Il tourne alors son regard sur moi dessinant un sourire rassurant sur ses lèvres. Nos regards se croisent et pendant plusieurs secondes nous nous regardons sans vraiment parler. Je suis comme absorbée par ses yeux d’un noir si sombre. Mon coeur a repris ses palpitations plus fortes.
« Je m’appelle Arthur. »
« Léa. »
Arthur est un grand homme pâle aux cheveux brun hirsutes. L’eau de la douche ne leur a pas enlevé leur vigueur et il flotte autour de son visage d’une manière si désordonnée qu’on a l’impression que le vent souffle autour de lui. Son visage est marqué par un nez imposant et une cicatrice sur la mâchoire se dessine au milieu de sa barbe naissante. Petites rides au coin des yeux marquées par le soleil - sourcil généreux - mâchoire marquée. Cet homme ne porte qu’une serviette accrochée à ses hanches. Larges épaules - musculature fine - torse couvert de poils. Que de poils sur cette homme ! On dirait qu’il n’en font qu’à leur tête! Bien loin des muscles ronds et de la peau scrupuleusement épilée de Marco. Pourtant, mon coeur palpite et une léger émoi a remplacé la peur. Arthur a les joues qui rougissent et je me rends compte avec quelle impudeur je suis entrain de le regarder. Petite mateuse ! Je détourne alors les yeux sentant à mon tour mes joues chauffer.
« Alors vous avez eu peur à cause du bruit de la douche? » me demande-t-il pour briser le silence.
« Oooohh non! » répondè-je précipitamment. « C’est juste que j’ai entendu de drôle de bruit dehors alors j’étais sur le qui-vive. C’est ridicule, je sais. Ça doit être des animaux.»
« La nuit a de quoi nous faire des frayeurs, parfois. Moi aussi, j’ai été réveillé par un bruit. J’ai cru qu’on venait de gratter à ma tente. » Arthur riait de bon coeur et cela me fit sourire.

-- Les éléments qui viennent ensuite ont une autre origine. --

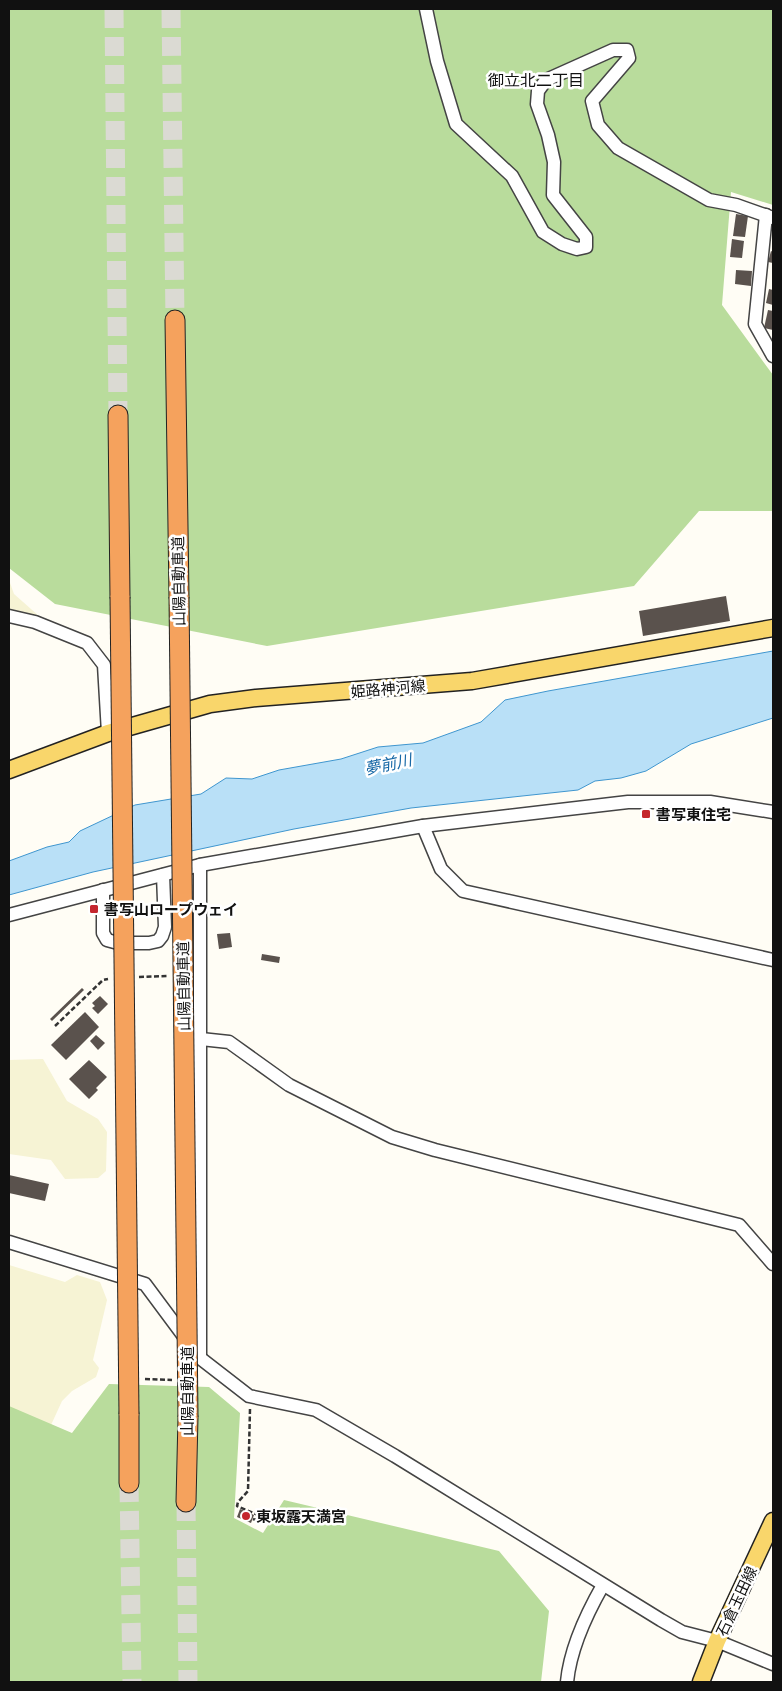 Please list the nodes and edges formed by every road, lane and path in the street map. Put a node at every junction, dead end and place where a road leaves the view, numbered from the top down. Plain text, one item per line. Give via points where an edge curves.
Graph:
1 (426, 9) edge
2 (770, 217) edge
3 (174, 320) tunnel mouth
4 (773, 356) edge
5 (118, 415) tunnel mouth
6 (9, 616) edge
7 (773, 628) edge
8 (108, 733) junction
9 (9, 770) edge
10 (773, 812) edge
11 (423, 826) junction
12 (200, 865) junction
13 (164, 875) junction
14 (103, 890) junction
15 (9, 915) edge
16 (773, 960) edge
17 (201, 1039) junction
18 (9, 1242) edge
19 (773, 1264) edge
20 (200, 1358) junction
21 (129, 1483) tunnel mouth
22 (248, 1491) dead end
23 (186, 1502) tunnel mouth
24 (253, 1519) dead end
25 (773, 1521) edge
26 (603, 1585) junction
27 (717, 1642) junction
28 (773, 1664) edge
29 (567, 1682) edge
30 (702, 1682) edge

1 - 2 street via 456,124 512,176 543,232 562,244 578,249 586,247 586,236 554,195 554,162 537,104 538,91 546,80 613,50 627,50 629,58 592,100 598,125 618,148 709,200
2 - 4 street via 755,324
3 - 23 highway, 山陽自動車道, bridge via 188,1416
5 - 21 highway, bridge
6 - 8 street via 36,622 88,643 104,665
7 - 8 main road, 姫路神河線 via 472,681 210,704
8 - 9 main road, 姫路神河線
10 - 11 street via 710,802 628,802
11 - 12 street
11 - 16 street via 441,869 463,891
12 - 13 street
12 - 17 street
13 - 14 street
13 - 14 street via 165,927 162,936 154,943 107,940 103,933
14 - 15 street
17 - 19 street via 229,1042 289,1085 392,1137 739,1225
17 - 20 street
18 - 20 street via 145,1284
20 - 26 street via 249,1396 316,1410
22 - 24 path via 237,1506 258,1515 256,1520
25 - 27 main road, 石倉玉田線
26 - 27 street via 682,1632
26 - 29 street via 586,1615
27 - 28 street
27 - 30 main road, 石倉玉田線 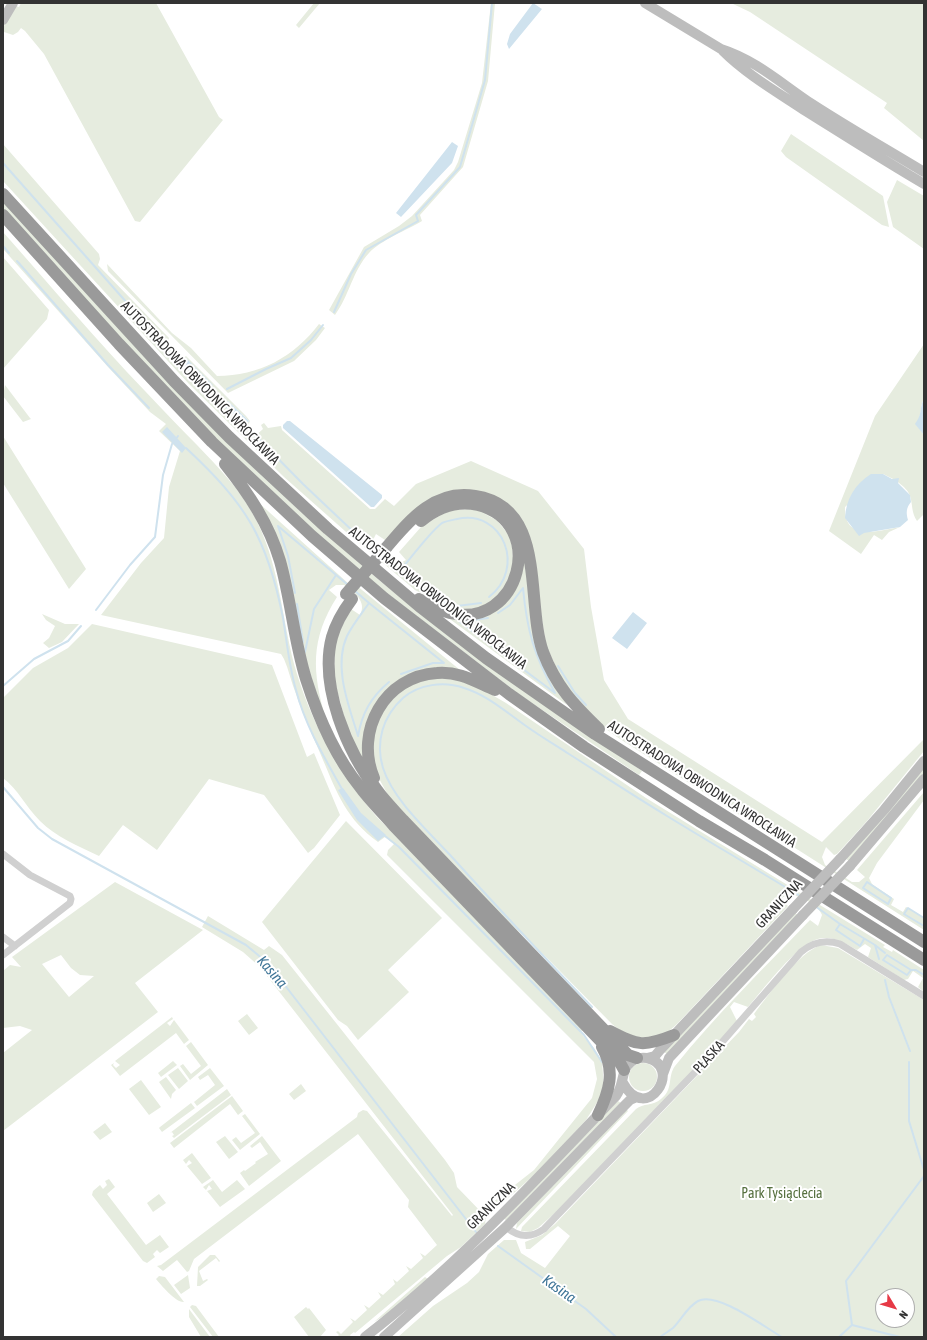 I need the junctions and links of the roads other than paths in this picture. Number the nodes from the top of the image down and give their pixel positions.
1 (13, 3) edge
2 (645, 3) edge
3 (3, 20) edge
4 (721, 49) junction
5 (924, 172) edge
6 (924, 184) edge
7 (3, 194) edge
8 (3, 215) edge
9 (212, 442) junction
10 (389, 551) junction
11 (394, 585) junction
12 (349, 597) junction
13 (509, 694) junction
14 (624, 752) junction
15 (924, 761) edge
16 (924, 779) edge
17 (376, 804) junction
18 (391, 806) junction
19 (3, 854) edge
20 (3, 937) edge
21 (924, 942) edge
22 (15, 946) junction
23 (3, 955) edge
24 (924, 960) edge
25 (924, 996) edge
26 (598, 1030) junction
27 (674, 1035) junction
28 (642, 1058) junction
29 (624, 1070) junction
30 (662, 1074) junction
31 (623, 1083) junction
32 (637, 1097) junction
33 (598, 1115) junction
34 (506, 1227) junction
35 (365, 1337) edge
36 (384, 1337) edge

1 - 3 main road
2 - 4 main road
4 - 5 main road
4 - 6 main road
7 - 11 highway, AUTOSTRADOWA OBWODNICA WROCŁAWIA
8 - 9 highway, AUTOSTRADOWA OBWODNICA WROCŁAWIA
9 - 13 highway, AUTOSTRADOWA OBWODNICA WROCŁAWIA
9 - 17 highway
10 - 11 highway
10 - 12 highway
10 - 14 highway
11 - 14 highway, AUTOSTRADOWA OBWODNICA WROCŁAWIA
12 - 17 highway
12 - 18 highway
13 - 18 highway
13 - 24 highway, AUTOSTRADOWA OBWODNICA WROCŁAWIA
14 - 21 highway, AUTOSTRADOWA OBWODNICA WROCŁAWIA
15 - 27 main road, GRANICZNA, bridge
16 - 30 main road, GRANICZNA, bridge
17 - 26 highway
18 - 26 highway
19 - 22 street
20 - 22 street
22 - 23 street
25 - 34 street, PŁASKA
26 - 27 highway
26 - 28 highway
26 - 29 highway
26 - 33 highway
27 - 28 main road, GRANICZNA
28 - 29 main road
28 - 30 main road
29 - 31 main road
30 - 32 main road
31 - 32 main road
31 - 33 main road, GRANICZNA
32 - 34 main road, GRANICZNA
33 - 35 main road, GRANICZNA
34 - 36 main road, GRANICZNA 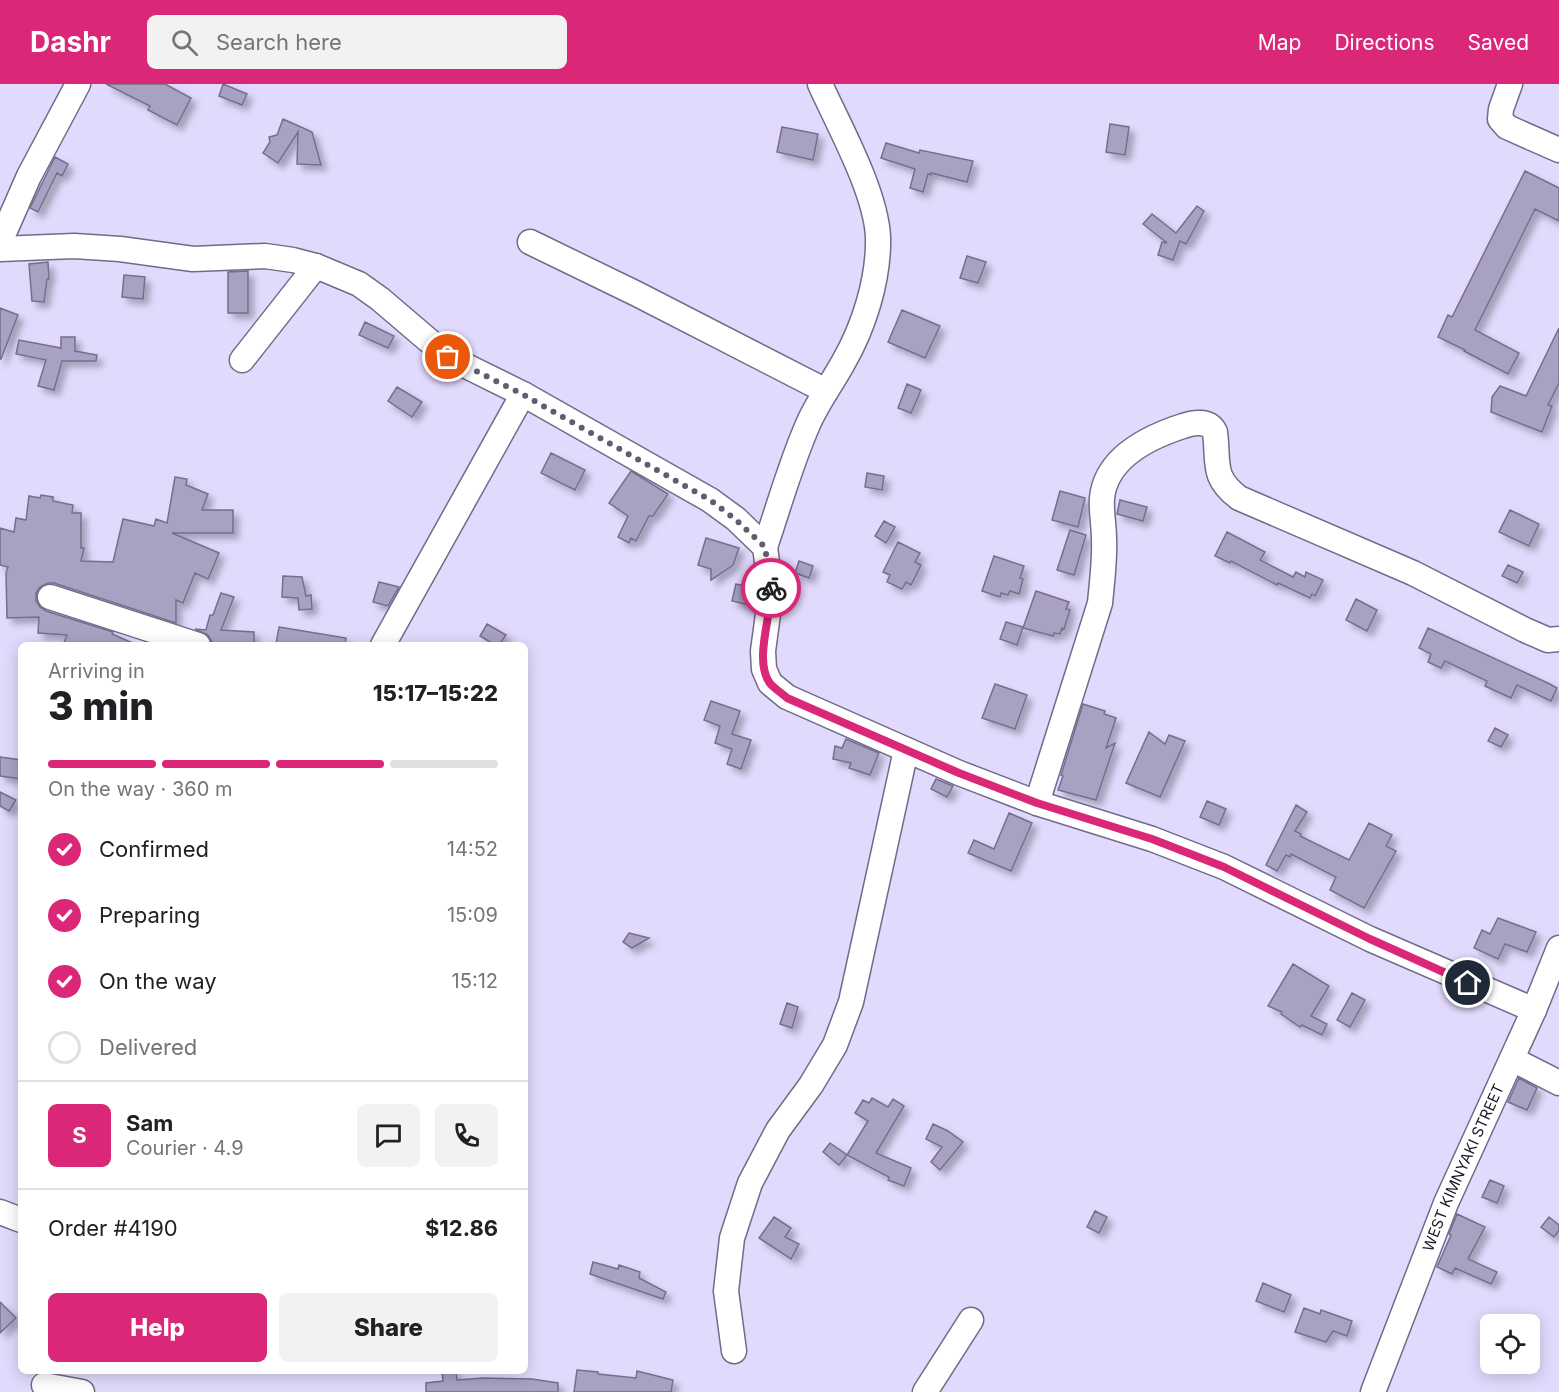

« Et c’était quoi? » lui demandè-je, quand même intriguée.
« Certainement une branche qui a du s’envoler et atterrir sur ma tente, il y a beaucoup de vent ici. »
« Oui c’est vrai. Et bien! Me voilà rassurée » lui dis-je alors en lui décochant un clin d’oeil. Ben oui, tu croyais qu’un spectre frottait les tentes? Andouille!
« Tant mieux si j’ai pu aidé ».
Sur ces mots, Arthur se retourne, me laissant ainsi deviner les petites fesses qui se dessinent sous la serviette et qui me font sourire involontairement. Il sort ses affaires et part vers l’extérieur. M’appuyant sur une porte, je souffle un coup et reprend un peu mon calme. Je crois qu’il est temps que j’aille aux toilettes et que je retourne à la tente.